Read through the material below and find each line that has the word "pinky"; copy it.

=== Begin Enclosure ===

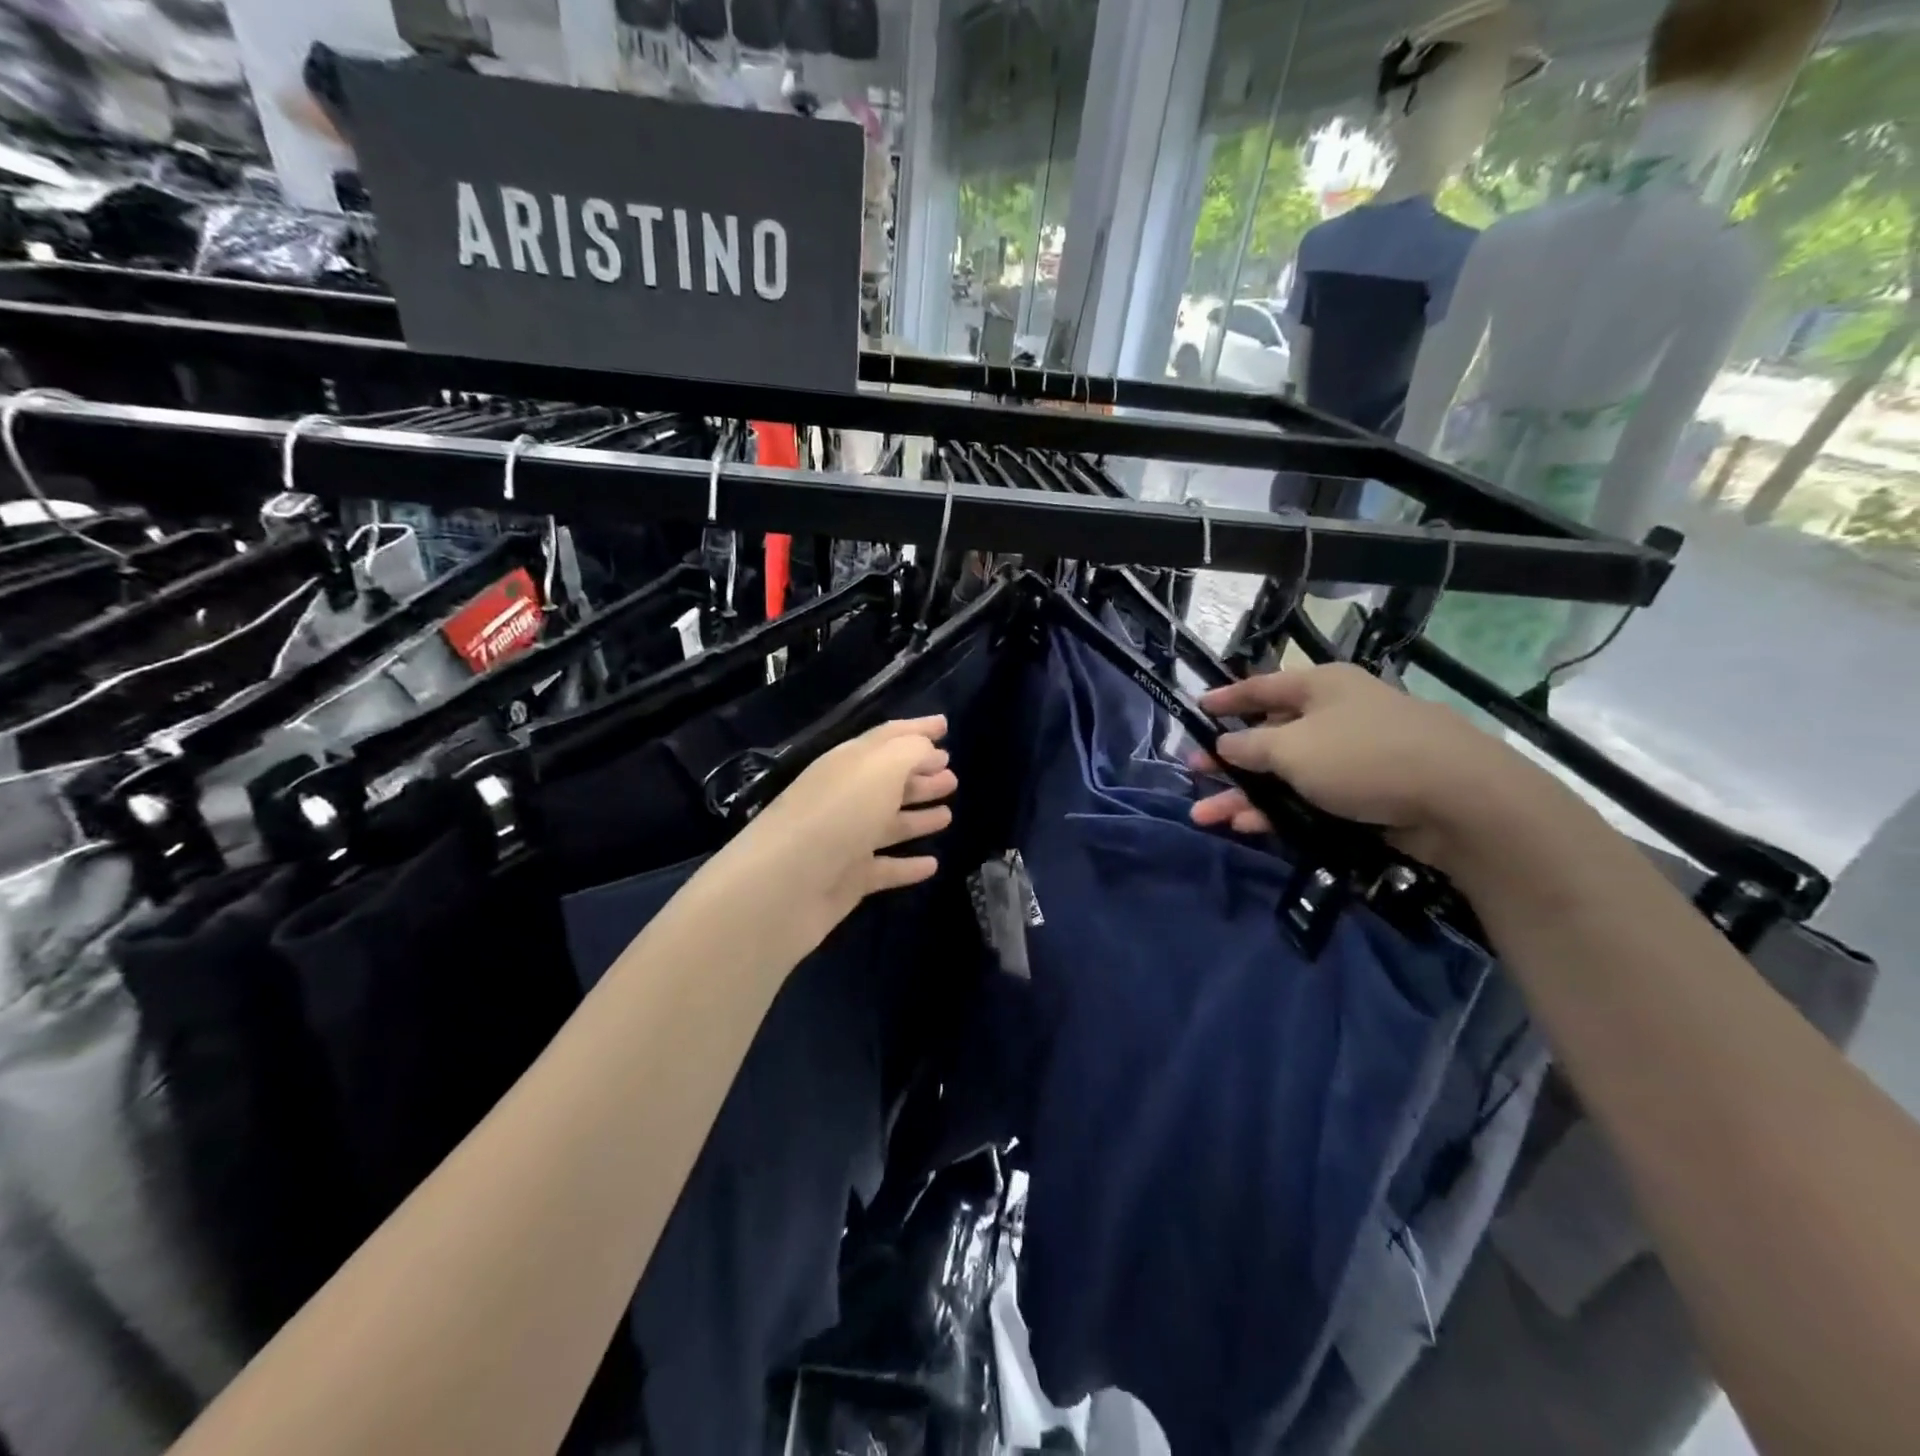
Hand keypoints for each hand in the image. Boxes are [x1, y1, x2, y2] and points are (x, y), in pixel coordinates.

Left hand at [727, 716, 956, 951]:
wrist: (784, 885)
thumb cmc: (838, 814)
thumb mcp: (880, 768)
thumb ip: (910, 751)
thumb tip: (927, 750)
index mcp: (848, 763)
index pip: (887, 738)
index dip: (917, 730)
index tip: (946, 725)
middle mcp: (846, 797)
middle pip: (889, 781)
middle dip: (920, 774)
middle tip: (953, 776)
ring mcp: (846, 840)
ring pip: (889, 823)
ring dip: (918, 817)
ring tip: (949, 813)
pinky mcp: (848, 880)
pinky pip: (885, 868)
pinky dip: (908, 865)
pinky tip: (932, 865)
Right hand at [1189, 664, 1548, 872]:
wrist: (1459, 799)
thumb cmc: (1363, 756)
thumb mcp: (1292, 748)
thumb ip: (1250, 746)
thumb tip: (1224, 743)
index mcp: (1321, 688)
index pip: (1262, 686)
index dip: (1227, 697)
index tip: (1197, 707)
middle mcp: (1335, 716)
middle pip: (1270, 735)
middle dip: (1228, 759)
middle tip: (1193, 773)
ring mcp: (1352, 757)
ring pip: (1285, 775)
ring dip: (1244, 795)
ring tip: (1204, 816)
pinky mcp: (1366, 795)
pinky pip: (1308, 799)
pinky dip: (1277, 812)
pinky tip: (1247, 827)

=== End Enclosure ===

Your solution:
pinky mcp: (848, 880)
pinky pip: (885, 868)
pinky dip: (908, 865)
pinky tip: (932, 865)
pinky mcp: (1366, 795)
pinky pip: (1308, 799)
pinky dip: (1277, 812)
pinky tip: (1247, 827)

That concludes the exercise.